Por volta do meio-dia a previsão confirmou-se. As nuvens escuras e carregadas de água que haviam amanhecido sobre o Faial, durante a manhã, tinham-se deslocado, muito lentamente, na direcção do Pico. Parecia que haviam parado ali mesmo, por cima de Santa Luzia, para dentro em breve se abrirem, despejando águas diluvianas por ali abaixo. Com as casas destruídas, a lava a devastar tudo e, agora, com a chuva a alagar o pouco que sobrara, não havia sítio onde o povo se abrigasse e protegesse, nem migalha com que se saciasse a fome. Sobretudo as crianças e os mais idosos sofriam em demasia.
A meio da tarde, no entanto, começaram a chegar carros de bois, carroças puxadas por cavalos e mulas carregadas de géneros alimentares, de roupas e agasalhos diversos, vindos de Santo António, do Cais do Pico e, sobretudo, de São Roque. O povo destas localidades, apesar de também atingidas por fortes tremores de terra, e as próprias autoridades municipais, sob as ordens do tenente Alçada de Melo, representante do capitão do donatário, sediado na vila das Lajes, haviam recolhido e angariado alimentos, roupas, cobertores, remédios, desinfectantes, chás e mezinhas. Vinham ali trazê-los distribuindo-os pelos doentes, pelos velhos, pelas crianças e sobretudo pelos mais necessitados. Juntamente, também um grupo de fradinhos, sediados num convento, construído uns anos antes e localizado no povoado do Cais do Pico e que pertenciam à Ordem dos Frades Menores, para ali se dirigira a prestar auxílios, a trazer conforto, a fortalecer os ânimos. Na madrugada do dia seguinte chegaram do Faial alguns barcos também carregados de géneros alimentares e de barracas feitas de pano de serapilheira e de peles de animais, destinadas a abrigar os que haviam ficado sem habitação.

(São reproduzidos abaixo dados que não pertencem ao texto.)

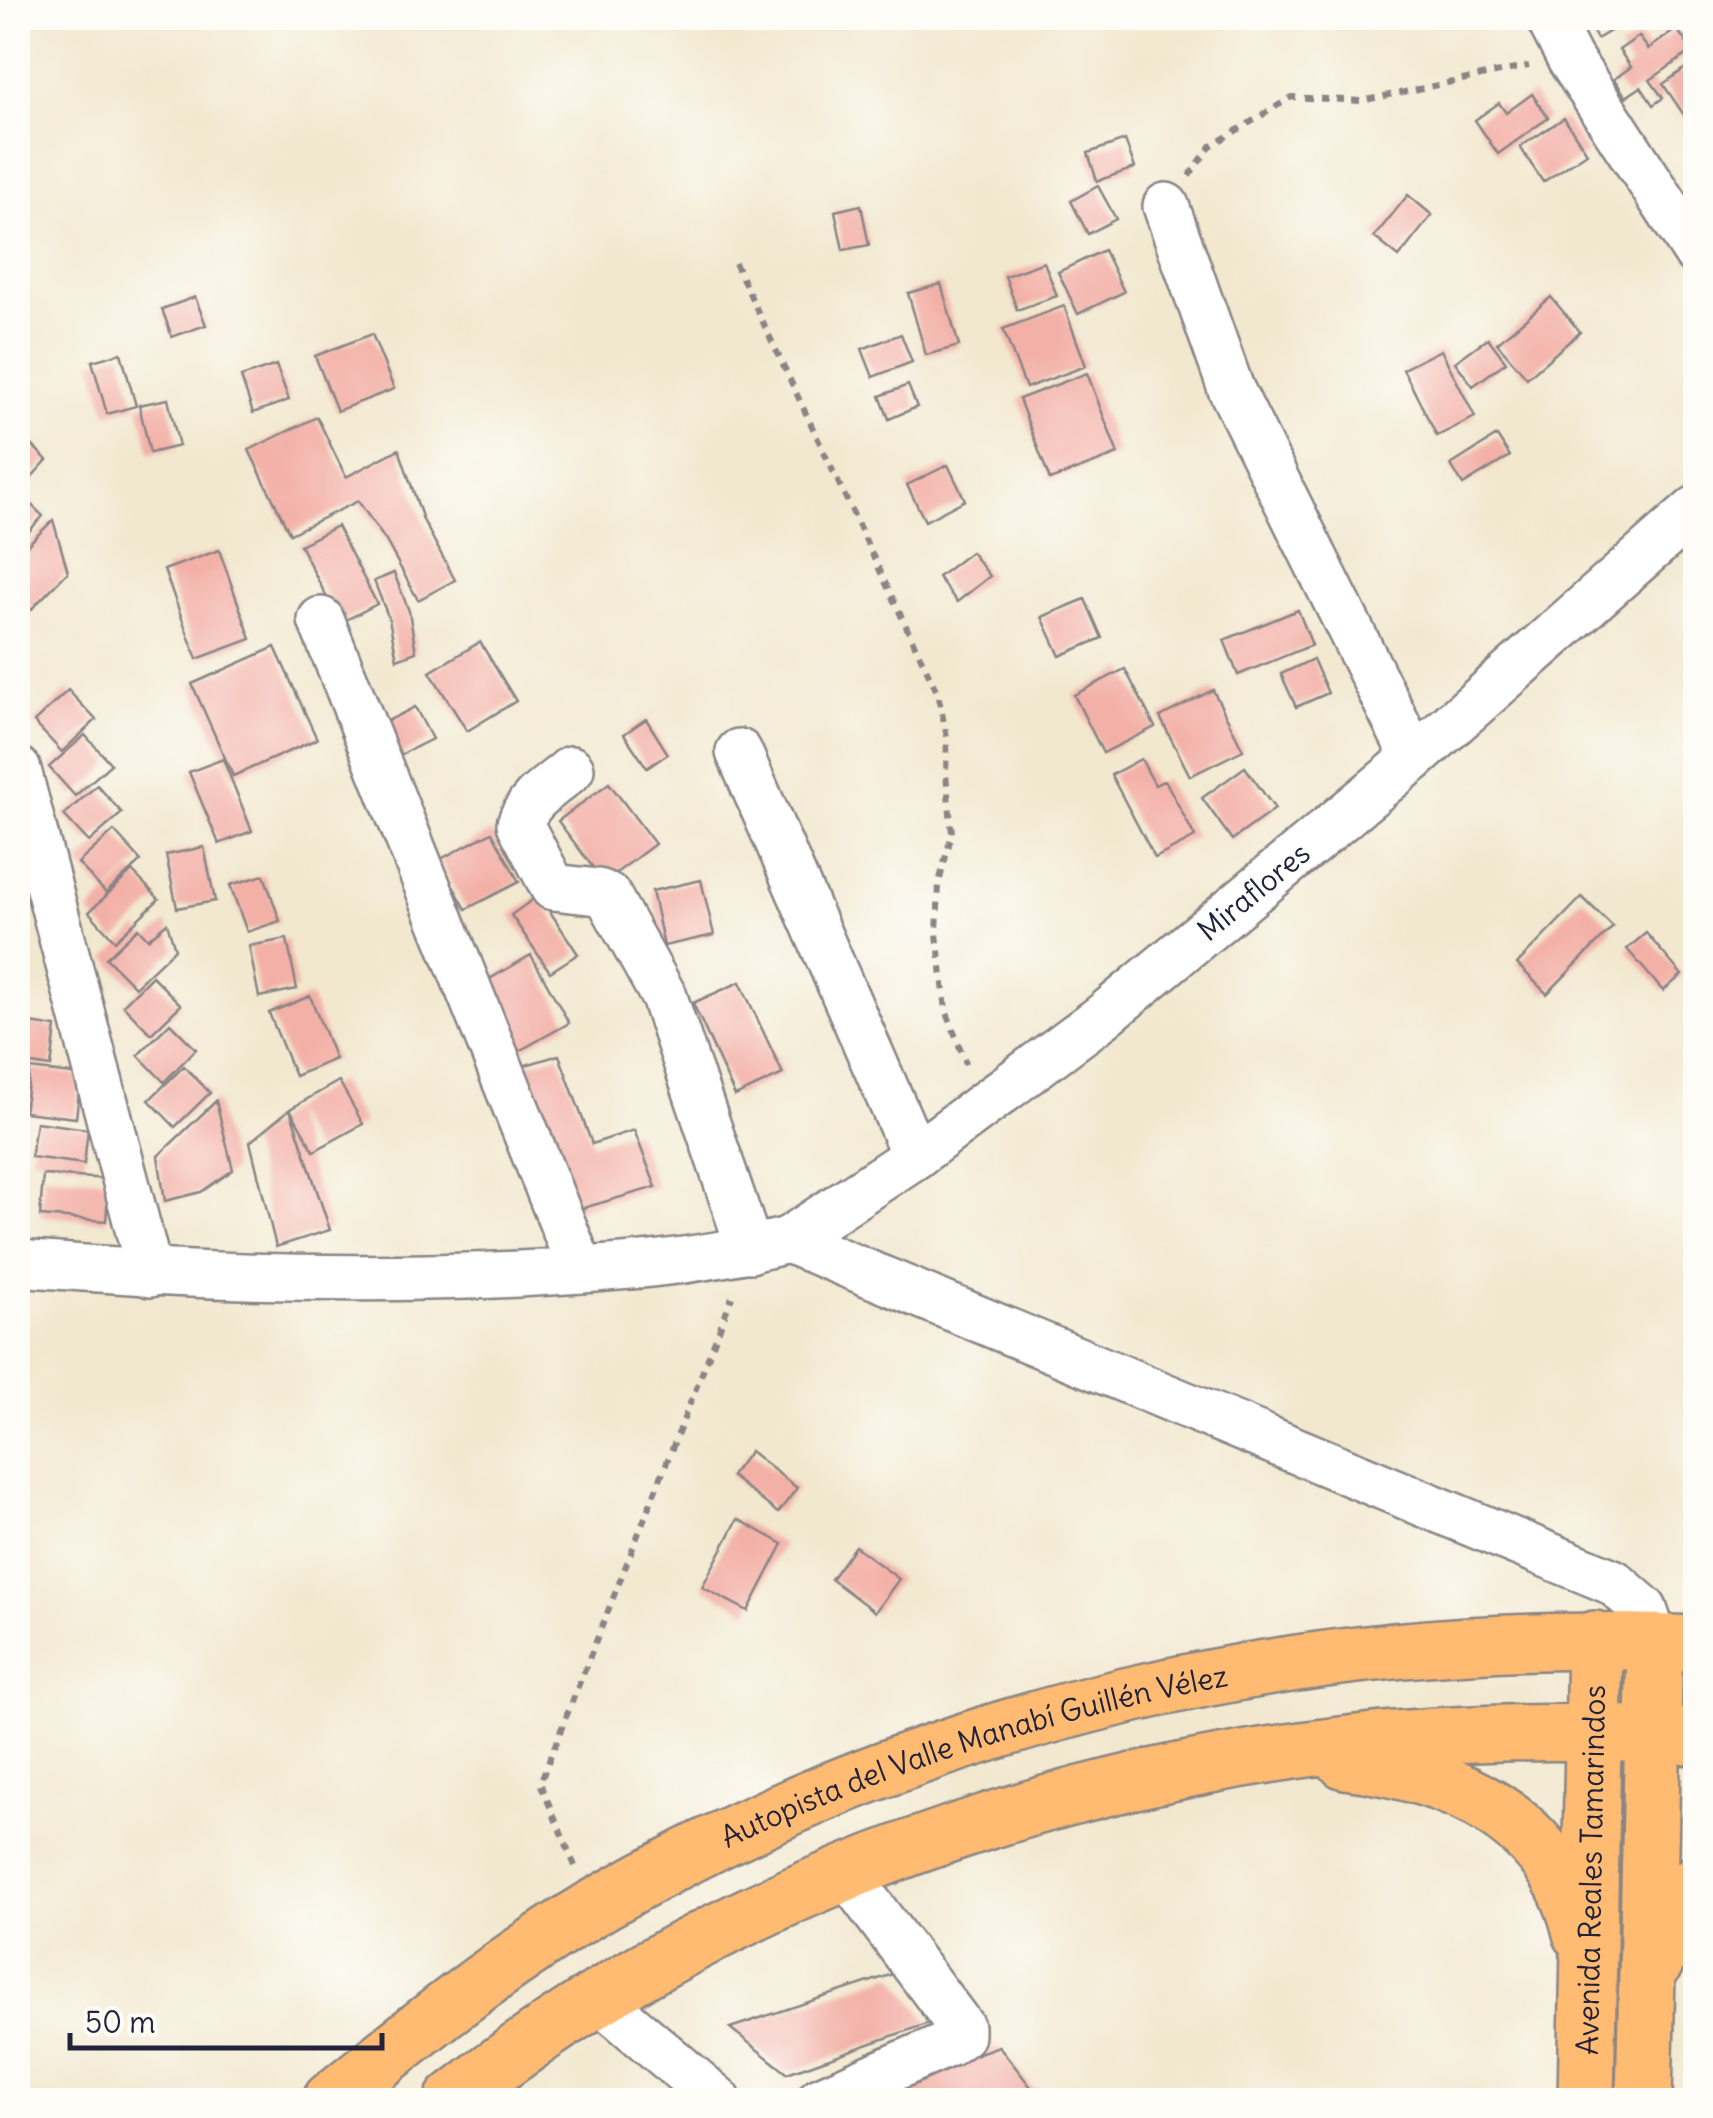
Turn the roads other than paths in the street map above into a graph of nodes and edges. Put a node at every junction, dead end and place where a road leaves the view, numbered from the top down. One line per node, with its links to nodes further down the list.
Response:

José Pereira de Azevedo, a mulher e o filho passaram a primeira noite ao relento. Enrolados em grossos cobertores e em sacos de serapilheira, alguns cheios de lã, de palha, de erva ou de feno. Os pais, com o calor dos seus corpos, foram protegendo o pequeno António do vento, do frio, da chuva e dos rigores matinais.
A meio da manhã e depois de convencer Madalena de São João a permanecer ali, junto às paredes da pequena ermida, José Pereira de Azevedo decidiu ir dar uma volta, no sentido de verificar como haviam ficado os seus parcos haveres: duas pequenas terras de trigo, outras tantas de vinha e, lá mais no alto, uma de incensos e faias. O medo e o terror dominavam-no como se fosse um pássaro ferido, sem comida e sem ninho. Sabia que a lava se havia escoado para os lados das Bandeiras com mais intensidade e aí fizera os mais graves prejuízos. E os seus receios tornaram-se reais. Todas as suas propriedades haviam sido totalmente destruídas pela lava incandescente que no dia anterior a montanha expelira.